§ **ACTIVITY**: From the first line to the last, print the data exactly as it appears.

Start of EXERCISE MATERIAL

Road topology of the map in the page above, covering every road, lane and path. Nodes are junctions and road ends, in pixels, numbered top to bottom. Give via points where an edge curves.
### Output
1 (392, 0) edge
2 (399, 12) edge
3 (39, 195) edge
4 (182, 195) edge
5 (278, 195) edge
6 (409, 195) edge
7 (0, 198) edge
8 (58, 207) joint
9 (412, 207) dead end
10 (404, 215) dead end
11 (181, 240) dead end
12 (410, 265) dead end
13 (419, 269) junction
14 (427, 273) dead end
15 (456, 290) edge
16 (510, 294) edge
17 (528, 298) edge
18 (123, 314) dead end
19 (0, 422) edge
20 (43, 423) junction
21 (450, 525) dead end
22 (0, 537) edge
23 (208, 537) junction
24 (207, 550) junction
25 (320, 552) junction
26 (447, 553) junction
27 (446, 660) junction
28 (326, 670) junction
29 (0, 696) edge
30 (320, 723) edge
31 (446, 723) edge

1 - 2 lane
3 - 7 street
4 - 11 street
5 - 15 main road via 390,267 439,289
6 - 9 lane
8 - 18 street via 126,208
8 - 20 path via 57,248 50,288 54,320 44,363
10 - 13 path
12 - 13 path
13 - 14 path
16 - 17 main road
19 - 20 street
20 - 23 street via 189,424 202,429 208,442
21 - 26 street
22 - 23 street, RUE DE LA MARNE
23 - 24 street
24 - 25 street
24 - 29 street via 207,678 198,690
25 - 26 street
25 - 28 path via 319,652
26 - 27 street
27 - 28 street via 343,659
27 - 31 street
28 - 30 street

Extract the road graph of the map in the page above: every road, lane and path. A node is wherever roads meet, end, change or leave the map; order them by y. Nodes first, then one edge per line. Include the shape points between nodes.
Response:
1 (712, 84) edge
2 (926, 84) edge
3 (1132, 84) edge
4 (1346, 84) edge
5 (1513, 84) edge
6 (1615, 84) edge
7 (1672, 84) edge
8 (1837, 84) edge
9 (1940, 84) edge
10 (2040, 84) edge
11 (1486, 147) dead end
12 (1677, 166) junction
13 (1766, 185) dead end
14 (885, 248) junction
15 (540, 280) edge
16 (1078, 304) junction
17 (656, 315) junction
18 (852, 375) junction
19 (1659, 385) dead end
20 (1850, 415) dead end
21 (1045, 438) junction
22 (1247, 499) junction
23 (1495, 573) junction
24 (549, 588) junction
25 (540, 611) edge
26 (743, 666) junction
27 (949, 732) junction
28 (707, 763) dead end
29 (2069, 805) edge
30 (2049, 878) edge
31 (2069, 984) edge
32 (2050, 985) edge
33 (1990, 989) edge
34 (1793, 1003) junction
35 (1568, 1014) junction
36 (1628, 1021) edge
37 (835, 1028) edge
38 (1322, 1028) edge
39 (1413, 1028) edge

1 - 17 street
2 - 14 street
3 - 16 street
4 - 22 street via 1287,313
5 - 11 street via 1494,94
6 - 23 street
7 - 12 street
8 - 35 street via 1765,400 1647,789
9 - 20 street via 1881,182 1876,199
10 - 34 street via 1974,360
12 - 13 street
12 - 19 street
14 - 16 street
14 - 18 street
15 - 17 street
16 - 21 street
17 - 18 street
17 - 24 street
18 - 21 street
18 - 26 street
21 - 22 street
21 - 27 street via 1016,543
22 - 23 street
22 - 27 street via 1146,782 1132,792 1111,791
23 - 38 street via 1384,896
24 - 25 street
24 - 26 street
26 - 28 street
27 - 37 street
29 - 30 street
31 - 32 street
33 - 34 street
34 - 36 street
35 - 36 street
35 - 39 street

End of EXERCISE MATERIAL

§ **TASK OUTPUT**:
Road topology of the map in the page above, covering every road, lane and path. Nodes are junctions and road ends, in pixels, numbered top to bottom. Give via points where an edge curves.
### Output
1 (392, 0) edge
2 (399, 12) edge
3 (39, 195) edge
4 (182, 195) edge
5 (278, 195) edge
6 (409, 195) edge
7 (0, 198) edge
8 (58, 207) joint
9 (412, 207) dead end
10 (404, 215) dead end
11 (181, 240) dead end
12 (410, 265) dead end
13 (419, 269) junction
14 (427, 273) dead end
15 (456, 290) edge
16 (510, 294) edge
17 (528, 298) edge
18 (123, 314) dead end
19 (0, 422) edge
20 (43, 423) junction
21 (450, 525) dead end
22 (0, 537) edge
23 (208, 537) junction
24 (207, 550) junction
25 (320, 552) junction
26 (447, 553) junction
27 (446, 660) junction
28 (326, 670) junction
29 (0, 696) edge
30 (320, 723) edge
31 (446, 723) edge

1 - 2 lane
3 - 7 street
4 - 11 street
5 - 15 main road via 390,267 439,289
6 - 9 lane
8 - 18 street via 126,208
8 - 20 path via 57,248 50,288 54,320 44,363
10 - 13 path
12 - 13 path
13 - 14 path
16 - 17 main road
19 - 20 street
20 - 23 street via 189,424 202,429 208,442
21 - 26 street
22 - 23 street, RUE DE LA MARNE
23 - 24 street
24 - 25 street
24 - 29 street via 207,678 198,690
25 - 26 street
25 - 28 path via 319,652
26 - 27 street
27 - 28 street via 343,659
27 - 31 street
28 - 30 street

Extract the road graph of the map in the page above: every road, lane and path. A node is wherever roads meet, end, change or leave the map; order them by y. Nodes first, then one edge per line. Include the shape points between nodes.
Response:
1 (712, 84) edge
2 (926, 84) edge
3 (1132, 84) edge
4 (1346, 84) edge
5 (1513, 84) edge
6 (1615, 84) edge
7 (1672, 84) edge
8 (1837, 84) edge
9 (1940, 84) edge
10 (2040, 84) edge
11 (1486, 147) dead end
12 (1677, 166) junction
13 (1766, 185) dead end
14 (885, 248) junction
15 (540, 280) edge
16 (1078, 304) junction
17 (656, 315) junction
18 (852, 375) junction
19 (1659, 385) dead end
20 (1850, 415) dead end
21 (1045, 438) junction
22 (1247, 499) junction
23 (1495, 573) junction
24 (549, 588) junction
25 (540, 611) edge
26 (743, 666) junction
27 (949, 732) junction
28 (707, 763) dead end
29 (2069, 805) edge
30 (2049, 878) edge
31 (2069, 984) edge
32 (2050, 985) edge
33 (1990, 989) edge
34 (1793, 1003) junction
35 (1568, 1014) junction
36 (1628, 1021) edge
37 (835, 1028) edge
38 (1322, 1028) edge
39 (1413, 1028) edge

1 - 17 street
2 - 14 street
3 - 16 street
4 - 22 street via 1287,313
5 - 11 street via 1494,94
6 - 23 street
7 - 12 street
8 - 35 street via 1765,400 1647,789
9 - 20 street via 1881,182 1876,199
10 - 34 street via 1974,360
12 - 13 street
12 - 19 street
14 - 16 street
14 - 18 street
15 - 17 street
16 - 21 street
17 - 18 street
17 - 24 street
18 - 21 street
18 - 26 street
21 - 22 street
21 - 27 street via 1016,543
22 - 23 street
22 - 27 street via 1146,782 1132,792 1111,791
23 - 38 street via 1384,896
24 - 25 street
24 - 26 street
26 - 28 street
27 - 37 street
29 - 30 street
31 - 32 street
33 - 34 street
34 - 36 street
35 - 36 street
35 - 39 street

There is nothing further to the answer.